* [PROBLEM REQUIREMENTS]: Exact repetition, pictures omitted: give every record below again.

*** INPUT RECORDS ***

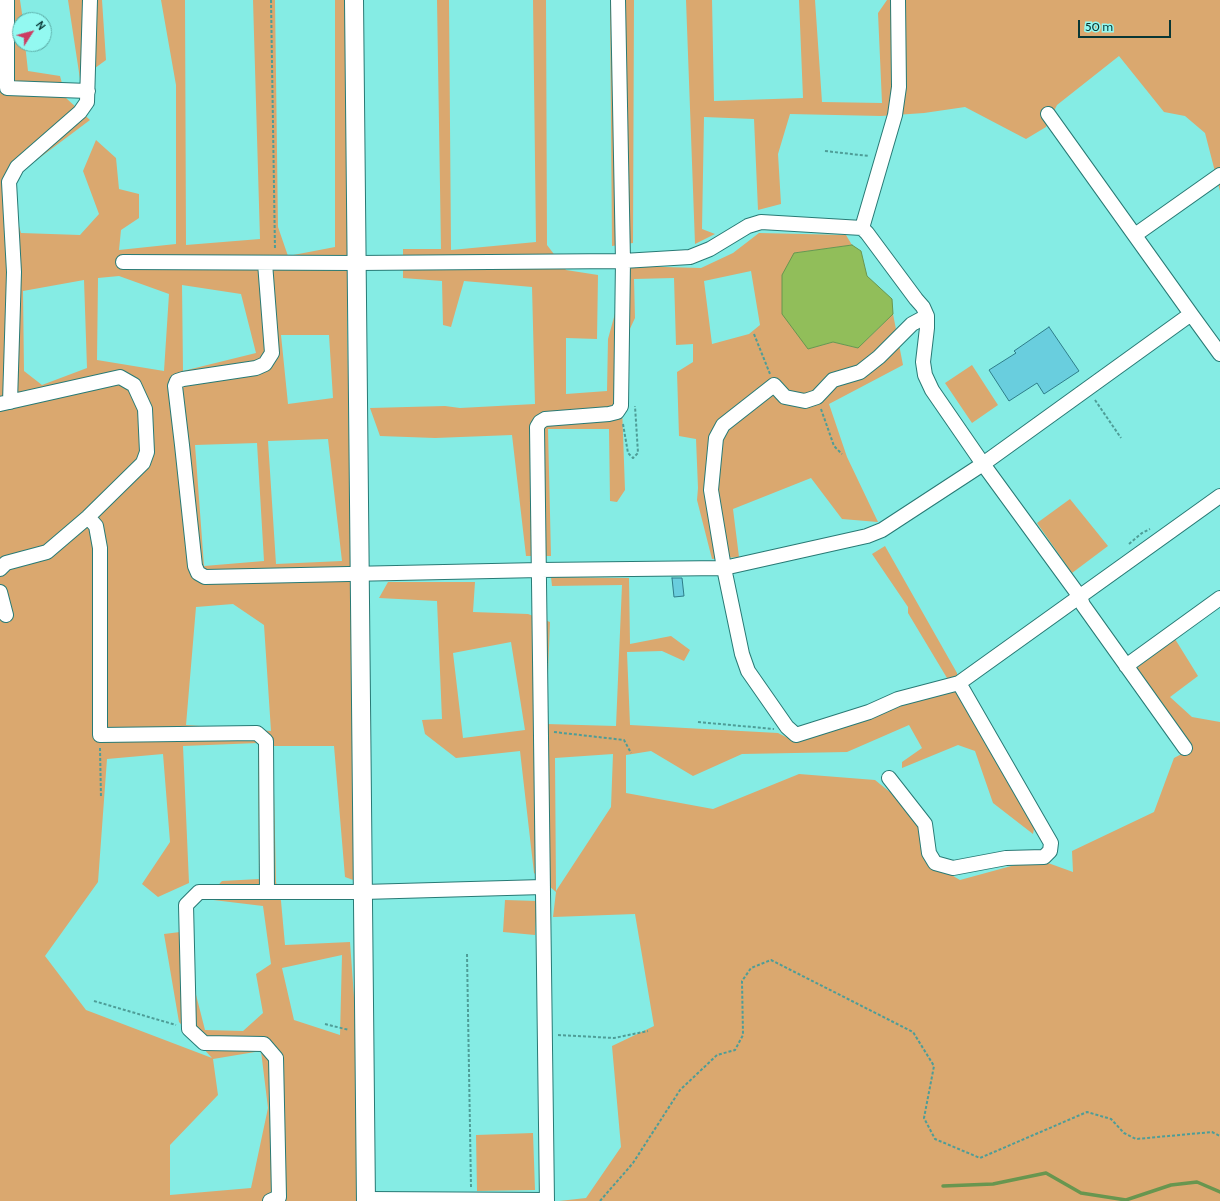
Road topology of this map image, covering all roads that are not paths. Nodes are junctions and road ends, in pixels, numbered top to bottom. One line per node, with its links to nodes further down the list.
1 (7, 0): 6 (street)
2 (90, 0): 6 (street)
3 (354, 0): 14 (street)
4 (618, 0): 11 (street)
5 (898, 0): 9 (street)
6 (88, 91): 18 (street)
7 (1048, 114): 10 (street)
8 (1220, 175): 10 (street)
9 (862, 228): 11 (street); 16 (street)
10 (1135, 235): 15 (street)
11 (623, 261): 14 (street); 24 (street)
12 (123, 262): 13 (street)
13 (270, 263): 14 (street); 25 (street)
14 (356, 263): 25 (street)
15 (1191, 314): 17 (street); 19 (street)
16 (927, 316): 19 (street); 22 (street)
17 (1220, 354)
18 (5, 403): 21 (street)
19 (983, 464): 22 (street); 27 (street)
20 (1220, 496): 27 (street)
21 (88, 517): 23 (street); 35 (street)
22 (724, 568): 24 (street); 31 (street)
23 (0, 569)
24 (540, 570): 25 (street); 34 (street)
25 (360, 574): 36 (street)
26 (0, 592): 29 (street)
27 (1080, 597): 30 (street); 31 (street)
28 (1220, 598): 30 (street)
29 (6, 615)
30 (1126, 666): 32 (street)
31 (959, 683): 33 (street)
32 (1185, 748)
33 (889, 778)
34 (543, 887): 36 (street); 39 (street)
35 (267, 892): 36 (street); 38 (street)
36 (363, 892): 37 (street)
37 (366, 1200): 39 (street)
38 (270, 1201)
39 (547, 1201)

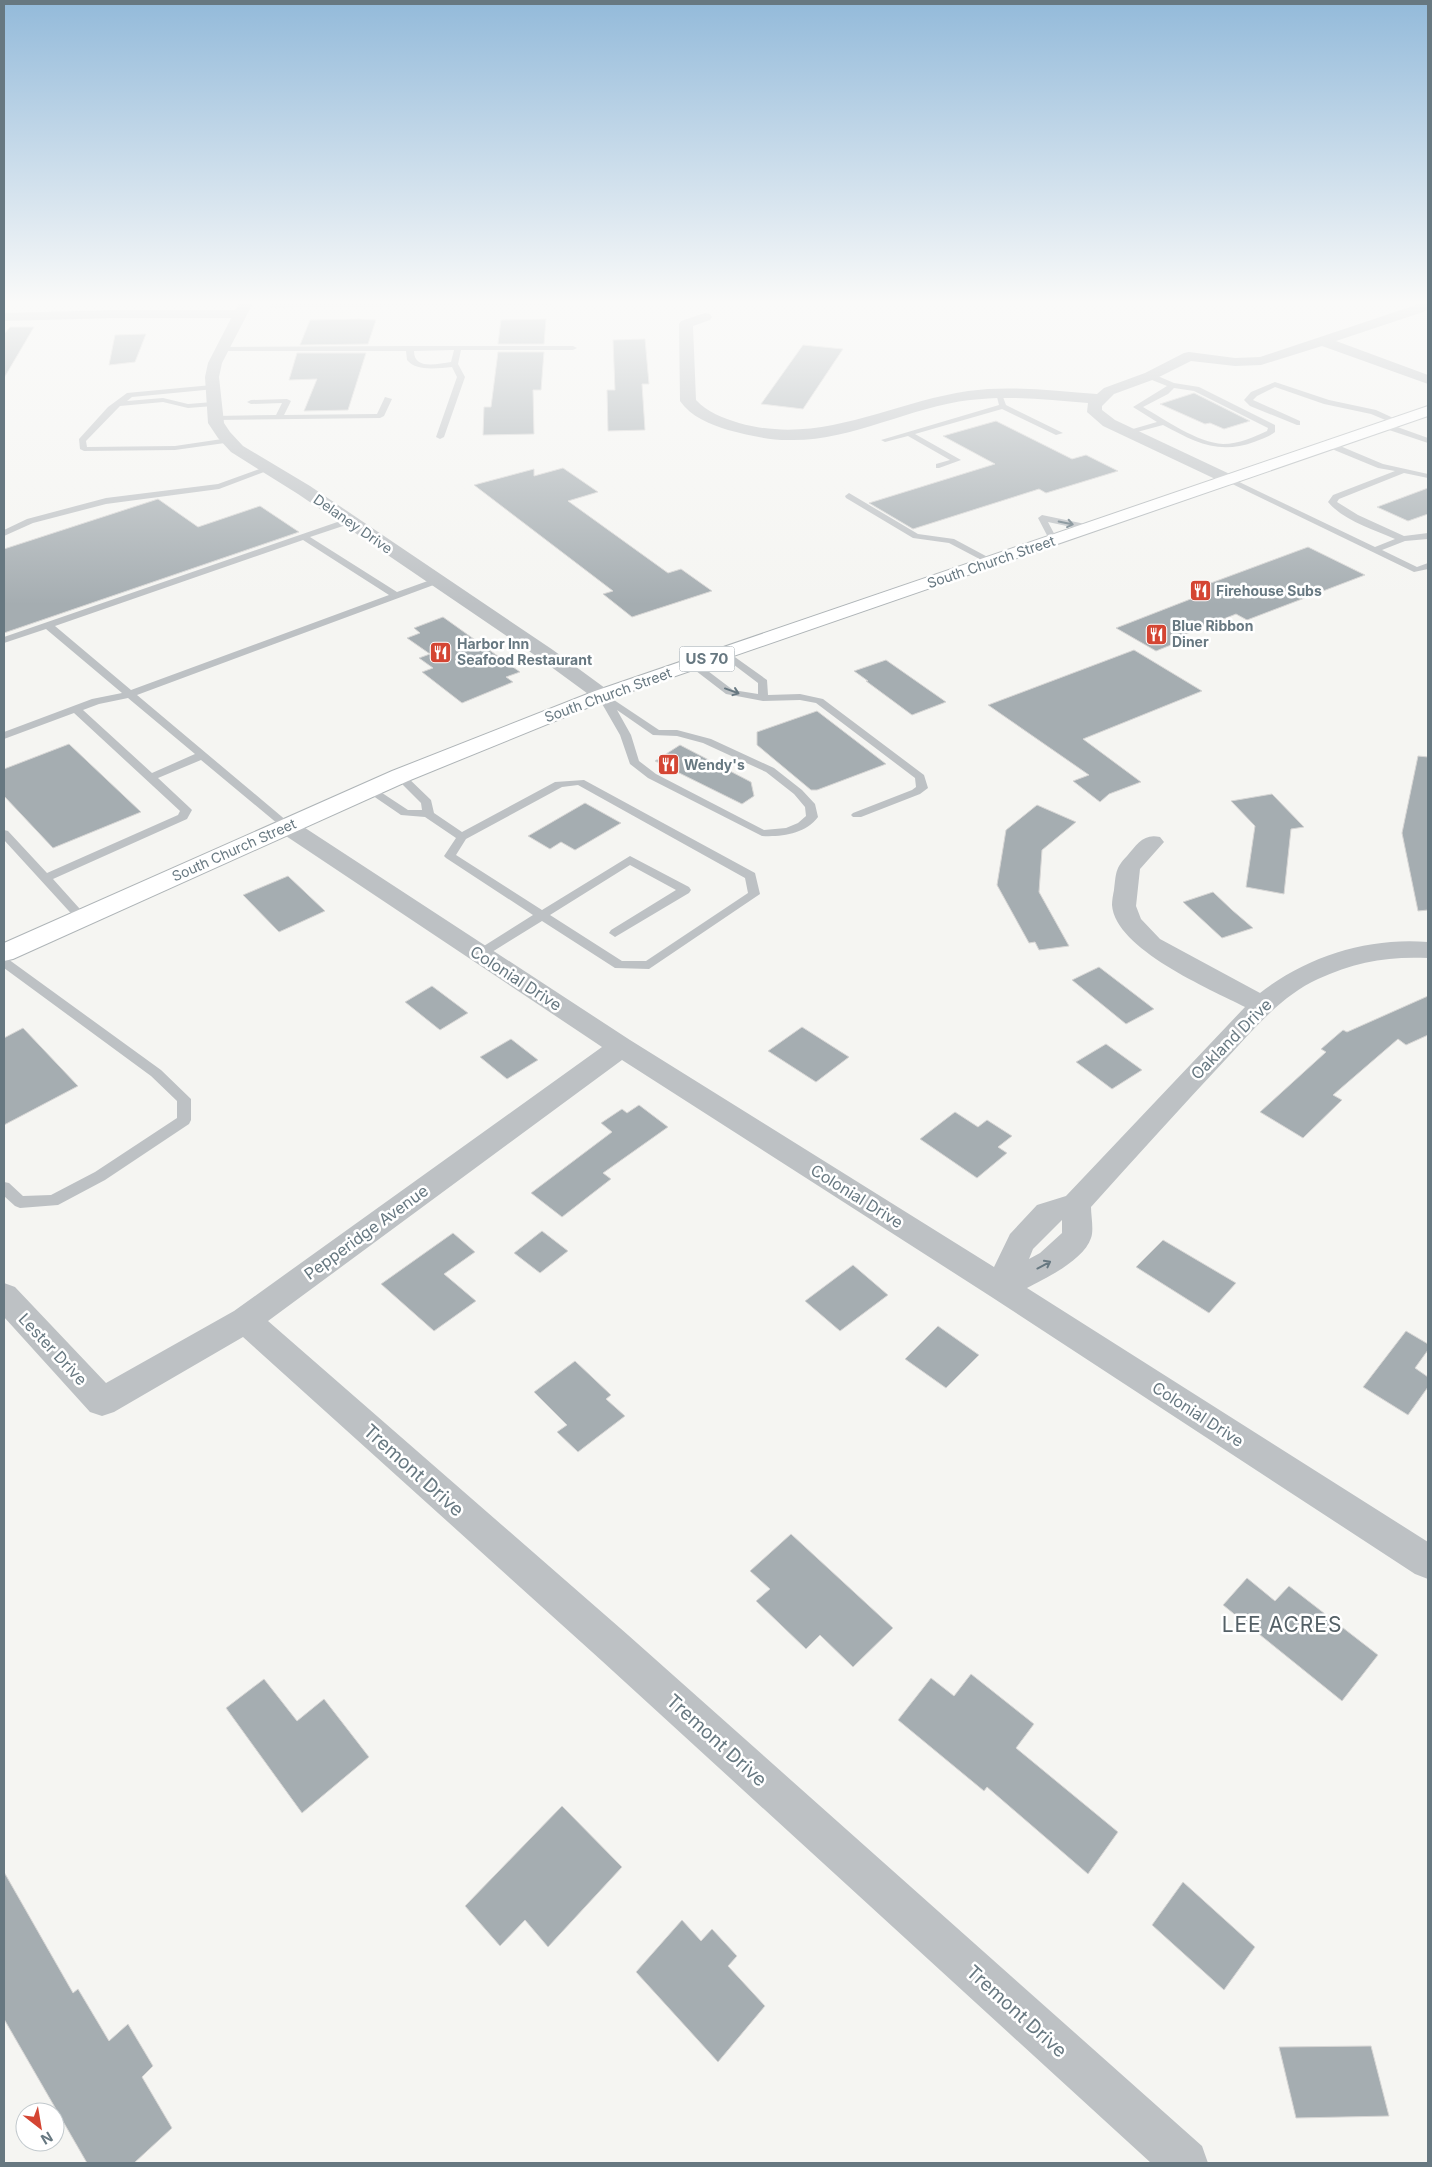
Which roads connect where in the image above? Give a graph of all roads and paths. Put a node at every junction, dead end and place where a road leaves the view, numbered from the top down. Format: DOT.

*** End of INPUT RECORDS ***

* [REPLY TO THE EXERCISE]:
Road topology of this map image, covering all roads that are not paths. Nodes are junctions and road ends, in pixels, numbered top to bottom. One line per node, with its links to nodes further down the list.
1 (7, 0): 6 (street)
2 (90, 0): 6 (street)
3 (354, 0): 14 (street)
4 (618, 0): 11 (street)
5 (898, 0): 9 (street)
6 (88, 91): 18 (street)
7 (1048, 114): 10 (street)
8 (1220, 175): 10 (street)
9 (862, 228): 11 (street); 16 (street)
10 (1135, 235): 15 (street)
11 (623, 261): 14 (street); 24 (street)
12 (123, 262): 13 (street)
13 (270, 263): 14 (street); 25 (street)
14 (356, 263): 25 (street)
15 (1191, 314): 17 (street); 19 (street)
16 (927, 316): 19 (street); 22 (street)
17 (1220, 354)
18 (5, 403): 21 (street)
19 (983, 464): 22 (street); 27 (street)
20 (1220, 496): 27 (street)
21 (88, 517): 23 (street); 35 (street)
22 (724, 568): 24 (street); 31 (street)
23 (0, 569)
24 (540, 570): 25 (street); 34 (street)
25 (360, 574): 36 (street)
26 (0, 592): 29 (street)
27 (1080, 597): 30 (street); 31 (street)
28 (1220, 598): 30 (street)
29 (6, 615)
30 (1126, 666): 32 (street)
31 (959, 683): 33 (street)
32 (1185, 748)
33 (889, 778)
34 (543, 887): 36 (street); 39 (street)
35 (267, 892): 36 (street); 38 (street)
36 (363, 892): 37 (street)
37 (366, 1200): 39 (street)
38 (270, 1201)
39 (547, 1201)

Which roads connect where in the image above? Give a graph of all roads and paths. Put a node at every junction, dead end and place where a road leaves the view, numbered from the top down. Format: DOT.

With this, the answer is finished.